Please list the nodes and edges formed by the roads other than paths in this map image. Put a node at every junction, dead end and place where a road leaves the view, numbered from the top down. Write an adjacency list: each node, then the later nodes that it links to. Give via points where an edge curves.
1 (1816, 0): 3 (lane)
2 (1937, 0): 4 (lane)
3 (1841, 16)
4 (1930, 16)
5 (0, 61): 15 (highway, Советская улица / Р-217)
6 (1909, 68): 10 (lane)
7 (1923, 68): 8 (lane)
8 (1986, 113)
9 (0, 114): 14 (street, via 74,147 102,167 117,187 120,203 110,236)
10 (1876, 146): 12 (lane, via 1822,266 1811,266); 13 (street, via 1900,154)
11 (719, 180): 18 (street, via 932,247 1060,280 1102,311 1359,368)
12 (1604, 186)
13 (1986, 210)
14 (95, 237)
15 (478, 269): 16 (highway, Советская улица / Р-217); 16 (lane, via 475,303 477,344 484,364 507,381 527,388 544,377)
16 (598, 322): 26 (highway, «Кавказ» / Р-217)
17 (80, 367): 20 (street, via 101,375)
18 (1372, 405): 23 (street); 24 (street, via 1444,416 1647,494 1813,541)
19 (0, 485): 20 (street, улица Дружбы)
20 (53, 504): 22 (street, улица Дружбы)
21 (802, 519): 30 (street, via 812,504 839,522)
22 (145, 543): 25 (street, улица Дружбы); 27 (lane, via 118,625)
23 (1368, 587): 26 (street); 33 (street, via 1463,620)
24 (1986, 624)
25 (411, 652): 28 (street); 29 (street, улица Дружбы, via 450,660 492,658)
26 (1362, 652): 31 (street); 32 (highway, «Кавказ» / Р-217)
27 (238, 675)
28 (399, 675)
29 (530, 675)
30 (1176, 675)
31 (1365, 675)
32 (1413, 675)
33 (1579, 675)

= = = = =

DESCRIPTION OF THE TASK: Every line of the material must be given again exactly.

ANSWER TO THIS EXERCISE:
Please list the nodes and edges formed by the roads other than paths in this map image. Put a node at every junction, dead end and place where a road leaves the view, numbered from the top down. Write an adjacency list: each node, then the later nodes that it links to. Give via points where an edge curves.
1 (1816, 0): 3 (lane)
2 (1937, 0): 4 (lane)
3 (1841, 16)
4 (1930, 16)
5 (0, 61): 15 (highway, Советская улица / Р-217)
6 (1909, 68): 10 (lane)
7 (1923, 68): 8 (lane)
8 (1986, 113)
9 (0, 114): 14 (street, via 74,147 102,167 117,187 120,203 110,236)
10 (1876, 146): 12 (lane, via 1822,266 1811,266); 13 (street, via 1900,154)
11 (719, 180): 18 (street, via 932,247 1060,280 1102,311 1359,368)
12 (1604, 186)
13 (1986, 210)
14 (95, 237)
15 (478, 269): 16 (highway, Советская улица / Р-217); 16 (lane, via 475,303 477,344 484,364 507,381 527,388 544,377)
16 (598, 322): 26 (highway, «Кавказ» / Р-217)
17 (80, 367): 20 (street, via 101,375)
18 (1372, 405): 23 (street); 24 (street, via 1444,416 1647,494 1813,541)
19 (0, 485): 20 (street, улица Дружбы)
20 (53, 504): 22 (street, улица Дружбы)
21 (802, 519): 30 (street, via 812,504 839,522)
22 (145, 543): 25 (street, улица Дружбы); 27 (lane, via 118,625)
23 (1368, 587): 26 (street); 33 (street, via 1463,620)
24 (1986, 624)
25 (411, 652): 28 (street); 29 (street, улица Дружбы, via 450,660 492,658)
26 (1362, 652): 31 (street); 32 (highway, «Кавказ» / Р-217)
27 (238, 675)
28 (399, 675)
29 (530, 675)
30 (1176, 675)
31 (1365, 675)
32 (1413, 675)
33 (1579, 675)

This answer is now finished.